Une telle déconvenue étant épuisante, rien de tel qu’une belle pause déjeuner pour se remonter le moral avant un enchaînement de trois films hauts en couleurs. D’abord Home Invasion de Graeme Arnfield, essai documentaire sur l’évolution des sonnettes de portes, et plus précisément des systèmes de surveillance y étant liés. Tout y est montré à travers un petit objectif de caméra reprenant celui de la marque Ring, dont le film retrace le parcours, que ce soit des images réelles diverses et variées (des livreurs qui balancent des colis, des gens qui les volent, une famille qui fuit une tornade, …) ou des images de films ou photos historiques. Graeme Arnfield tisse en effet une vaste toile autour de son sujet, le reliant tant au cinéma – à travers un retour sur un film de D.W. Griffith – qu’à la politique, pour mieux parler du rapport de la technologie aux systèmes de domination.

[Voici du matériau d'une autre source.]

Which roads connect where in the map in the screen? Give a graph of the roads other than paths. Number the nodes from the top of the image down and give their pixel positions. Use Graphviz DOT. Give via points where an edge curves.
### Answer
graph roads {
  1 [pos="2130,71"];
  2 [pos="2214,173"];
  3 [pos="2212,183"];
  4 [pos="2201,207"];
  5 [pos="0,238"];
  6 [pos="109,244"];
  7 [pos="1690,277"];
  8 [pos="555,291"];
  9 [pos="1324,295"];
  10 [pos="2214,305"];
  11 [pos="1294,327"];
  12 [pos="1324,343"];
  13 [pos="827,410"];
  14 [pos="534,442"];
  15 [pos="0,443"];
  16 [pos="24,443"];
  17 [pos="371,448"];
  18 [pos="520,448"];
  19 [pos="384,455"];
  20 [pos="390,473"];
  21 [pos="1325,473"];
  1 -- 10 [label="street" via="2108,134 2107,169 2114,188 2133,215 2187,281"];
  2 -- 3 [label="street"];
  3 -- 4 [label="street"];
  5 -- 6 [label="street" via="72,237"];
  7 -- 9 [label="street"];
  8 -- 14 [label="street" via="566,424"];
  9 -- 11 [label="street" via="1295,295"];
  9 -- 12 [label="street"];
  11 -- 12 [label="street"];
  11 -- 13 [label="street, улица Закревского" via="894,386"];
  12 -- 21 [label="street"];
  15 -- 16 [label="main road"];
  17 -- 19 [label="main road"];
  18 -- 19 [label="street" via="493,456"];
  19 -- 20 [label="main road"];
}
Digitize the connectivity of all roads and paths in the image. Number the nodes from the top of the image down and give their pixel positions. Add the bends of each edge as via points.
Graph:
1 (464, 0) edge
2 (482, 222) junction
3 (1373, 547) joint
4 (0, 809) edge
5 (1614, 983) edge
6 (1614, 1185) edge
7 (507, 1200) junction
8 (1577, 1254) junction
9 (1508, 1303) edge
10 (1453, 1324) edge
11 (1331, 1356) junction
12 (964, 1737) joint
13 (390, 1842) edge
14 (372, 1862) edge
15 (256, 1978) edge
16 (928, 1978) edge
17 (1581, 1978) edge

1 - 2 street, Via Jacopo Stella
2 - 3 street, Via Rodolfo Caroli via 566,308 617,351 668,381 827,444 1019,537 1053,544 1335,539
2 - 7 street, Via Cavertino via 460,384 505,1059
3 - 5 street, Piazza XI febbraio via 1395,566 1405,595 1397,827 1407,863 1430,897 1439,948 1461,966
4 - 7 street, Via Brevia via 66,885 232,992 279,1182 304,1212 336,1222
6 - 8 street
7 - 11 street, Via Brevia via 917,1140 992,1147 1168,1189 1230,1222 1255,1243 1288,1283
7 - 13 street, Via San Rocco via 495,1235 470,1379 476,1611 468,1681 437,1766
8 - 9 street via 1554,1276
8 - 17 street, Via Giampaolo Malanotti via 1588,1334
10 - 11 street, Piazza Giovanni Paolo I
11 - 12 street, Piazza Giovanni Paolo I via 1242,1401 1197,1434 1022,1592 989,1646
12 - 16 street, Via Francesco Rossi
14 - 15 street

Ce faisant, Home Invasion rejoint quelque peu Notes from Eremocene comme révélateur de terreurs d’aujourd’hui, notamment l’humain réduit à une donnée, en montrant toutefois qu’hier déjà des personnes ont lutté contre ; avec l’ironie du sort que, parfois, certaines innovations liées à des peurs ont, derrière, permis une autre forme de domination politique ou économique.

Rien de tel pour se remettre de telles émotions qu’en chercher de plus intenses encore, du côté du Infinity Pool de Brandon Cronenberg. Il y est question d’un écrivain raté en vacances avec sa femme sur une île où la pauvreté règne. Un jour, il rencontre une de ses rares admiratrices qui le fait rentrer dans le monde des gens aisés qui viennent se relaxer sur ce faux paradis pour jouir de leur sentiment de pouvoir. Passé une exposition laborieuse voire agaçante – entre caméra qui fait des loopings comme du Gaspar Noé low cost et une scène « expérimentale » exaspérante à base de montage frénétique et néons –, Cronenberg trouve son ton le temps d’une grosse demie-heure où la satire à la Bunuel fonctionne du feu de Dieu – la soirée piège suivie de l’errance sur la route sont deux sommets d’humour grinçant –, grâce à une Mia Goth au surjeu délirant et – littéralement – jouissif. Dommage qu’Infinity Pool retombe dans la facilité avec un climax attendu et une conclusion paresseuse donnant l’impression d’un film qui fait beaucoup de bruit pour pas grand chose. Brandon Cronenberg a une vision, c’est indéniable, mais l’ensemble reste encore trop flou pour vraiment séduire.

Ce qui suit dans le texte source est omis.